It was probably the game of the night in terms of entertainment, and after San Jose took the lead, 3-2, with less than four minutes to play in regulation, Tomas Vincour scored the game-tying goal for the Stars on a goal that cleared the goal line behind Antti Niemi by, oh, let's say about an inch, sending the game to overtime.

The Stars had to kill off a 4-on-3 power play in the extra period, and ended up picking up the extra point in the standings thanks to Vincour's goal -- the only one in the shootout -- in the fifth-round.

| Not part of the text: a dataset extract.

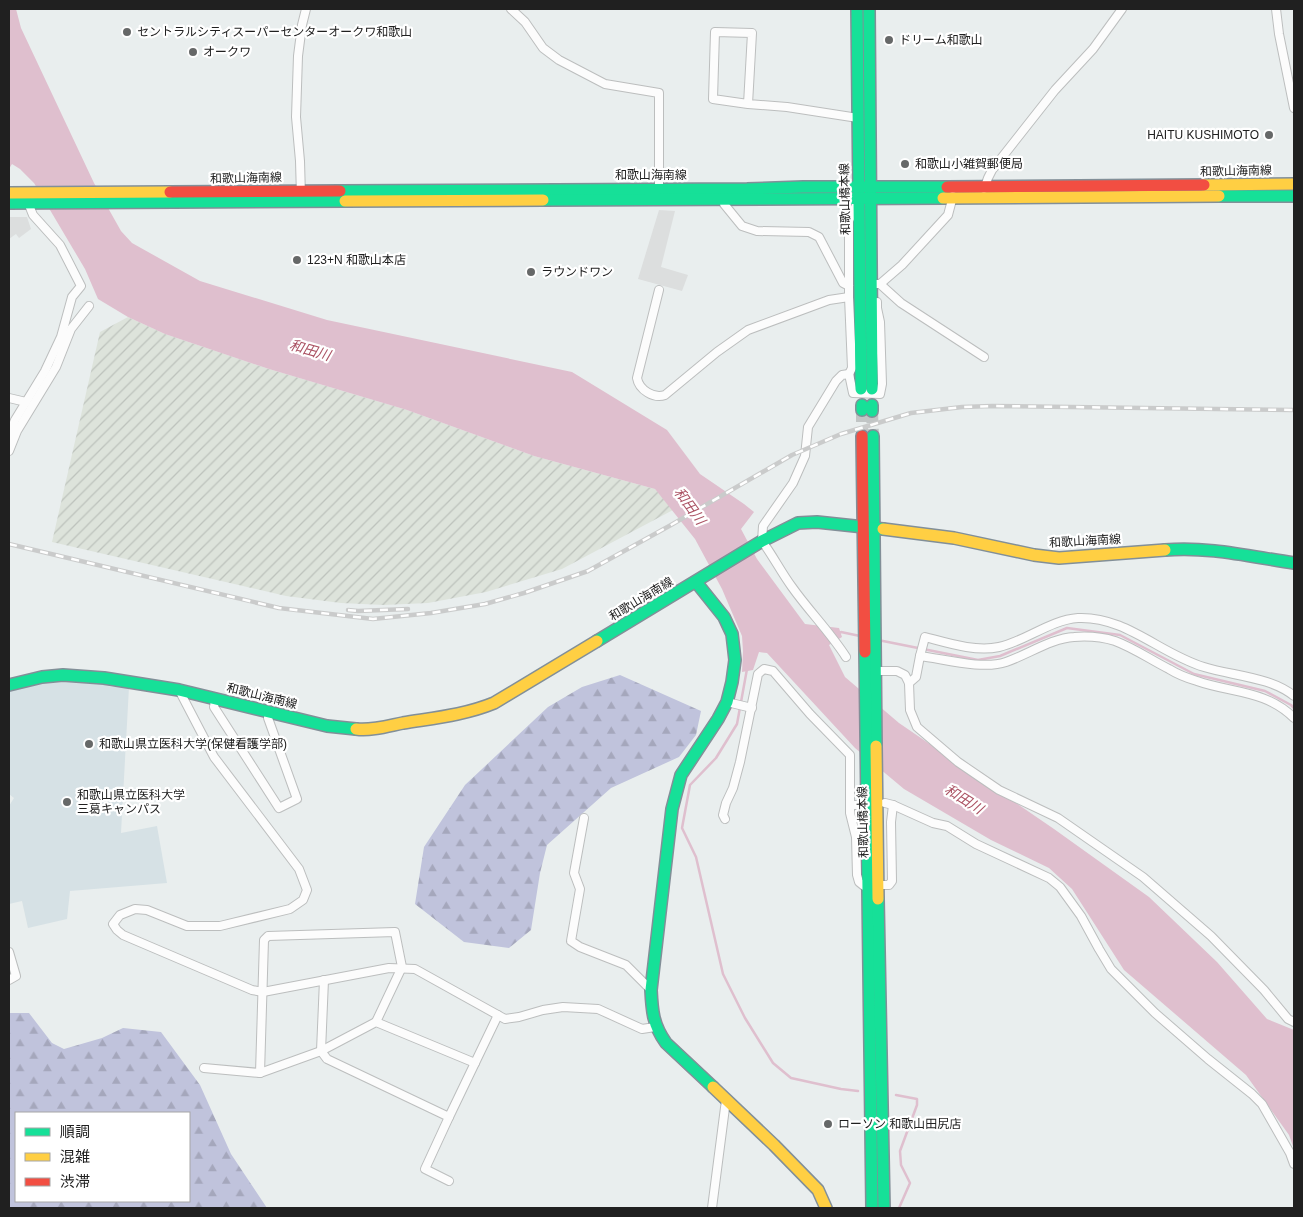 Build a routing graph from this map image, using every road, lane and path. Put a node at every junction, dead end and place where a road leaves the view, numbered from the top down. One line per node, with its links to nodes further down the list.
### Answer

With the win, the Stars now hold a four-point lead in the Division race. The two teams will meet two more times this season and the Sharks still have two games in hand, but again, sooner or later they have to start winning some of these games.

[Related: Stars 4, Sharks 3]

Washington Capitals: Say this for the Capitals -- they certainly make it interesting, and for the second time in a week they needed a late third period goal to force overtime, taking advantage of an Eric Brewer turnover, and then receiving a game-winning goal in the extra period from their captain, Alex Ovechkin, to pick up a 3-2 win against the Tampa Bay Lightning.

The win, combined with Florida's embarrassing loss to Philadelphia, moves the Capitals back to within two points of the top spot in the Southeast division.

Unfortunately, the Capitals may have to be without defenseman Mike Green for a game (or more) if the NHL decides to suspended him for his elbow to the head of Lightning forward Brett Connolly in the second period.

[Related: Capitals 3, Lightning 2 -- Video: Green elbows Connolly]

Boston Bruins: If nothing else, Boston's 3-1 win over the Sabres on Thursday night was big because it gave the Bruins consecutive wins for the first time since January 10-12. It also allowed them to maintain their three-point lead over the Ottawa Senators in the surprisingly tight Northeast Division race.

[Related: Bruins 3, Sabres: 1]

Losers

Florida Panthers: Yeah, they're still in first place, but you have to wonder how much longer they can go on like this. With their 5-0 loss to the Flyers, combined with the Capitals win, gives them just a two point lead in the division, and for the season they've now been outscored by 26 goals.

How bad is that? The only teams that have been outscored by more goals this season are the New York Islanders, Tampa Bay Lightning, Edmonton Oilers, Minnesota Wild and Columbus Blue Jackets.

That's not the type of company you want to be keeping at this point in the season.

[Related: Flyers 5, Panthers 0]

Another slow start for the Phoenix Coyotes: The Coyotes are making it difficult on themselves. On Thursday night against the Minnesota Wild they found themselves in a 2-0 hole for the fifth consecutive game, and it shouldn't be much of a surprise that for the fifth straight game they ended up in the loss column. Granted, this one came in a shootout, 4-3, giving them a point in the standings, but they can't keep falling behind by two goals early in games.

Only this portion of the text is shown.